Required work – Print exactly the lines below between the line holding "thumb tip: (288, 212)" and the line holding "index tip: (260, 189)", inclusive, and nothing more.

Data shown –
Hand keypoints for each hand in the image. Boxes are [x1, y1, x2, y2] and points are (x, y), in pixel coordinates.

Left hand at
--
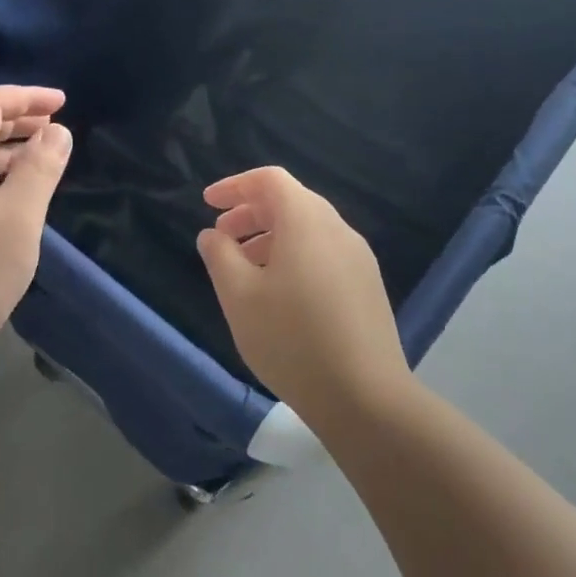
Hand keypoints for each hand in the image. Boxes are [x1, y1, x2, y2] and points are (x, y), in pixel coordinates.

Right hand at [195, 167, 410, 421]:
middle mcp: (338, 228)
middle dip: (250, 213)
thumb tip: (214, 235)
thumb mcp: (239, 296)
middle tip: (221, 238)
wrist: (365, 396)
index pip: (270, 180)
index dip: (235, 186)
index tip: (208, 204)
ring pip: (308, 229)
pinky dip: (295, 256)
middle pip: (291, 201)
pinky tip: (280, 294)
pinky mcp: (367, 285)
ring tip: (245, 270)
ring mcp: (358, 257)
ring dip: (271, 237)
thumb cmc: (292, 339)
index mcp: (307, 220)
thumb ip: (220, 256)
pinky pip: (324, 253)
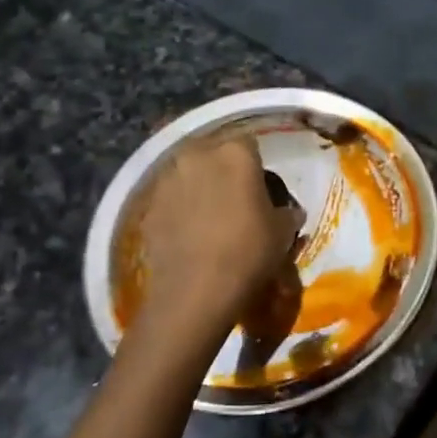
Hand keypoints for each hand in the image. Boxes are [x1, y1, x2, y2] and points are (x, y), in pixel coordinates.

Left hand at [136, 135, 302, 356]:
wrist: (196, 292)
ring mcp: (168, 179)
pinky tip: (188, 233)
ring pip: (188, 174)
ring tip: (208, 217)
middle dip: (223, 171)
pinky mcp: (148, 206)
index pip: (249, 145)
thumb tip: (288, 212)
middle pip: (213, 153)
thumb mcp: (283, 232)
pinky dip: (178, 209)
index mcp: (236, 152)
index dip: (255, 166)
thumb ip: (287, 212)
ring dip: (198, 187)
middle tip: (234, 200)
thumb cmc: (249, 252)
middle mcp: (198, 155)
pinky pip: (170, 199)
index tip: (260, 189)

Exercise solution –
thumb tip: (288, 212)
middle pip: (213, 153)
thumb mcp: (283, 232)
pinky dip: (178, 209)
index mcp: (236, 152)
index dip: (255, 166)
thumb ip: (287, 212)
ring dip: (198, 187)
middle tip: (234, 200)
thumb cmc: (249, 252)
middle mcp: (198, 155)
pinky pip: (170, 199)
index tip: (260, 189)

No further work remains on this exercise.